The quality of non-RCT studies was assessed using a series of “best practice” design factors, and many deficiencies were found. Studies were often small (only 1 prospective study entered more than 35 patients) and, especially in retrospective analyses, little information was provided about patient populations, inclusions, withdrawals, and dropouts. Most surprisingly, all retrospective and many prospective observational studies (Tables 2–4 relied on global outcome descriptors (“good results,” “satisfied,” and “improved”) rather than using validated, objective, quantifiable, reproducible outcome measures, even though these existed.
Another area where surgical studies were deficient was reporting harm. Unlike orthoses and special shoes where harm is not a problem, surgery has well-known risks including infection, tissue damage, delayed wound healing, bleeding, venous thrombosis, and complications of anesthesia. These problems were not highlighted in the surgical studies we evaluated, and often there was no systematic approach to identifying harm. Furthermore, generalizable harm risk cannot be assessed from observational studies unless they are prospective, formally defined patient cohorts.
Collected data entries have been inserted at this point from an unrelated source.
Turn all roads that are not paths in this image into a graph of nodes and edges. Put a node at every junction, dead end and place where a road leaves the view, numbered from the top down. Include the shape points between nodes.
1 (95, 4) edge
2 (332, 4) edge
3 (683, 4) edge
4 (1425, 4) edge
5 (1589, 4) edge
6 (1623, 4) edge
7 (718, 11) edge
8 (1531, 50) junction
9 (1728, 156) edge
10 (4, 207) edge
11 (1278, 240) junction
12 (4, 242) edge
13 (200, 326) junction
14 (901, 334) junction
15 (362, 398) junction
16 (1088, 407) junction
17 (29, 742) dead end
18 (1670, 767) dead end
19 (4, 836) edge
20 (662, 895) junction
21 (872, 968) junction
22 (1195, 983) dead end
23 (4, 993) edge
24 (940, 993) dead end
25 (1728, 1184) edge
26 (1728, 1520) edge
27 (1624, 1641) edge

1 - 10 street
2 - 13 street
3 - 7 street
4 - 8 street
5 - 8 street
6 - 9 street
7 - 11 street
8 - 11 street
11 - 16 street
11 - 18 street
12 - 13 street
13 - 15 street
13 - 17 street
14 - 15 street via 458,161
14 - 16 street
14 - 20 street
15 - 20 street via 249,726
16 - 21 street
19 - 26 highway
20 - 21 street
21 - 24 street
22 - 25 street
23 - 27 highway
An additional complexity in assessing harm is that patients may be harmed as a consequence of medical inactivity; although usually ignored, the risks of not treating a patient are one aspect of weighing risks and benefits.
One simple way to improve the quality of evidence available to the clinician would be to encourage good practice in designing and conducting observational studies. Such an approach is being undertaken for epidemiology (49) through the Standards for Reporting of Observational Studies in Epidemiology statement (available at www.strobe-statement.org), which is being developed to guide the reporting of cohort, case-control, and cross-sectional studies. Similar guidance for interventional observational studies would be helpful.
In conclusion, current RCT evidence shows that orthoses and special shoes are likely to be beneficial. Though the effectiveness of surgery cannot be definitively established without RCTs, observational studies support a number of procedures. Further evidence of efficacy and risk of harm is needed, especially for surgery. This requires high-quality RCTs preferably, but well-designed prospective observational studies, particularly of surgical procedures, will enhance understanding of this important component of care.
Drs. Farrow and Kingsley contributed equally to this work and should be considered as joint first authors; they have been listed alphabetically.